• _EXERCISE OBJECTIVE_:
Wherever the listing has a line with the string "ИЛЬМЕНСКИЙ", copy that line out.

== Segment start ==

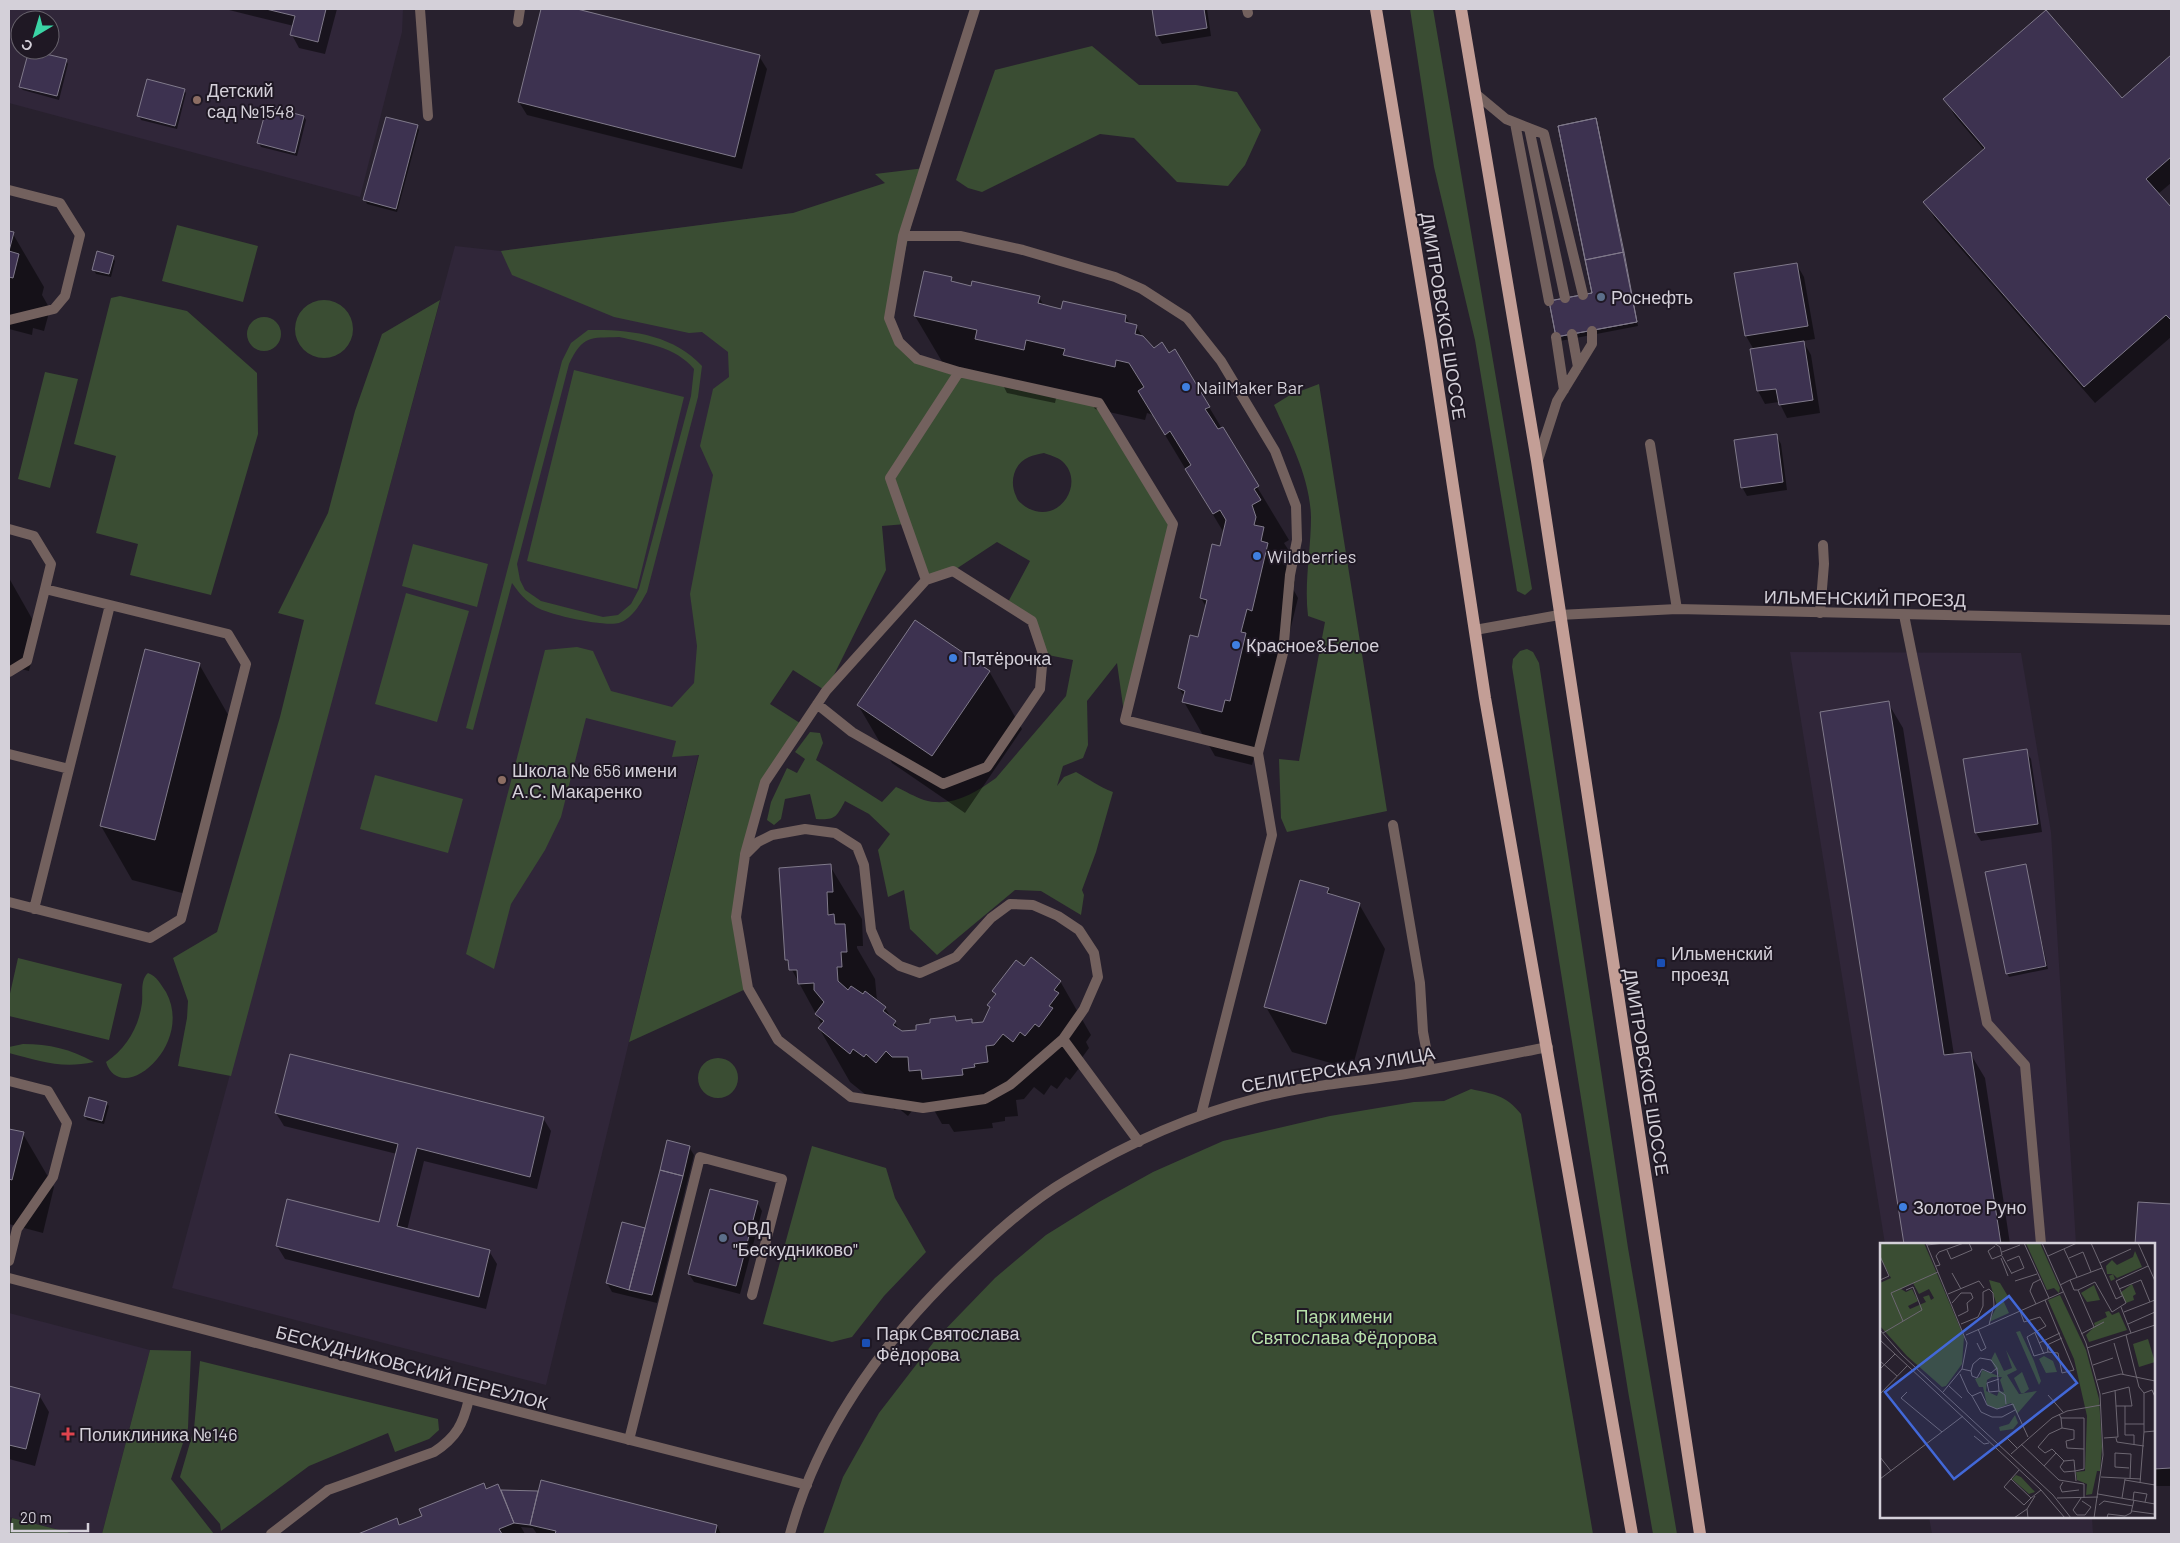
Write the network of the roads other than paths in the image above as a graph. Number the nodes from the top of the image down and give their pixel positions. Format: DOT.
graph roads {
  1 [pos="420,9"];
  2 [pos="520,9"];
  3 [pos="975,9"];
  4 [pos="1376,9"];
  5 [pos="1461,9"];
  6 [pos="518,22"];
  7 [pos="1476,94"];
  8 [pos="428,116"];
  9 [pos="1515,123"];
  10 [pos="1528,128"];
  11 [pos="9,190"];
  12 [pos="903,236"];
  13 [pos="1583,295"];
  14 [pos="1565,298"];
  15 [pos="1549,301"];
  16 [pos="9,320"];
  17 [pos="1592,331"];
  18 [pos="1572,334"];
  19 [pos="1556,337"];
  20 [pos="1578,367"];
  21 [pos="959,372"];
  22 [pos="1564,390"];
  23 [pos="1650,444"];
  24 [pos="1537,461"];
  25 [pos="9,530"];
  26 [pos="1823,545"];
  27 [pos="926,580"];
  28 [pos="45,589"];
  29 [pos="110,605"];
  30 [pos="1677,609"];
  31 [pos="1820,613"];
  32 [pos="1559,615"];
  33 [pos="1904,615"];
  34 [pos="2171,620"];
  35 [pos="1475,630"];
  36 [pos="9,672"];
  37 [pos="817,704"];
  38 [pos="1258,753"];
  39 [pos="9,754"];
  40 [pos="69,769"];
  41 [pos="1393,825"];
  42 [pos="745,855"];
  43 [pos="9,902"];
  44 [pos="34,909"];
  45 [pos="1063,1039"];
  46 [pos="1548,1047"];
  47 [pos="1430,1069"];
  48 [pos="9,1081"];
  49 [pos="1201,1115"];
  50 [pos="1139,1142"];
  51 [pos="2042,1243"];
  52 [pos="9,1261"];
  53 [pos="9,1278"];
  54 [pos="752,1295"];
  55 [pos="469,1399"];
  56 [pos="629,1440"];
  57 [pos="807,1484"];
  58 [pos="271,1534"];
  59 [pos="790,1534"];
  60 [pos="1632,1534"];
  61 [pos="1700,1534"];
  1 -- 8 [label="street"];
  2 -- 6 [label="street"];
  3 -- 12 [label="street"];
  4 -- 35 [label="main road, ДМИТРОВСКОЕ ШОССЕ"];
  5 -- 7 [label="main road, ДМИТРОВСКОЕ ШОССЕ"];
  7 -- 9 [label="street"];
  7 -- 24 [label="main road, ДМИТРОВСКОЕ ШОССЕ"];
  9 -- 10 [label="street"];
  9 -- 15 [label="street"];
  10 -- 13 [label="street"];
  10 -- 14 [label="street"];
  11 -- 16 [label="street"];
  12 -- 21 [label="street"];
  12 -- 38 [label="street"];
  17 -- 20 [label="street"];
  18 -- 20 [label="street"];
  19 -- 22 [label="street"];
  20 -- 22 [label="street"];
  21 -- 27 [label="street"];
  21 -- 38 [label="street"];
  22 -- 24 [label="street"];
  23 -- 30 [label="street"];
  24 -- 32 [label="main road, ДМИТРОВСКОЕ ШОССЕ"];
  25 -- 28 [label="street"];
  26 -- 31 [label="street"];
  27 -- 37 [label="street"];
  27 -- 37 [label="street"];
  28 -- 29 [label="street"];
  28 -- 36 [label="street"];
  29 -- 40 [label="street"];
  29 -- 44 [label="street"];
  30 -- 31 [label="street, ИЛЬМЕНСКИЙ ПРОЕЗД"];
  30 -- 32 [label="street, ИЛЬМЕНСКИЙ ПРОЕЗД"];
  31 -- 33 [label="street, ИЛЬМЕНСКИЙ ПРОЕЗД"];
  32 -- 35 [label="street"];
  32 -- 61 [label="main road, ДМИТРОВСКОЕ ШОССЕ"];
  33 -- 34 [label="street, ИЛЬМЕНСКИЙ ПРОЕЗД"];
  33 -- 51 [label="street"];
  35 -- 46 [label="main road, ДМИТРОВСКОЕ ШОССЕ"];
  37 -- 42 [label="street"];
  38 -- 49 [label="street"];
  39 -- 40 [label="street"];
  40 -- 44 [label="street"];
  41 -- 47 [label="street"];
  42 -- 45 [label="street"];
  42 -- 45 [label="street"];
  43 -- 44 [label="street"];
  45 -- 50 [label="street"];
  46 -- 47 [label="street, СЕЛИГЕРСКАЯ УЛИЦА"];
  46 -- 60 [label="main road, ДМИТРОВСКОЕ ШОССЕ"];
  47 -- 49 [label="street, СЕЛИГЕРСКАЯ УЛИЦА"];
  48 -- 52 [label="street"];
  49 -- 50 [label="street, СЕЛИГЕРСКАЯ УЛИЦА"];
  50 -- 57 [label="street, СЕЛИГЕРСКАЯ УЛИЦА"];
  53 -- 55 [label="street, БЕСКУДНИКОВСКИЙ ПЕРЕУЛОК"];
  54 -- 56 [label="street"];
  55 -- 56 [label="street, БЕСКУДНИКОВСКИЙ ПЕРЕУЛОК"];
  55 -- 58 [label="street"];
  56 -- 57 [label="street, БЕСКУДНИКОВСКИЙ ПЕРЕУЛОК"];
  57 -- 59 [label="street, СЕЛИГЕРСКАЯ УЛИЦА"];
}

== Segment end ==

• _SOLUTION TO THIS TASK_:
  30 -- 31 [label="street, ИЛЬМЕНСКИЙ ПРОЕЗД"];
  30 -- 32 [label="street, ИЛЬМЕНСКИЙ ПРОЕЗД"];
  31 -- 33 [label="street, ИЛЬМЕНСКИЙ ПРОЕЗД"];
  33 -- 34 [label="street, ИЛЬМЕНСКИЙ ПРОЕЗД"];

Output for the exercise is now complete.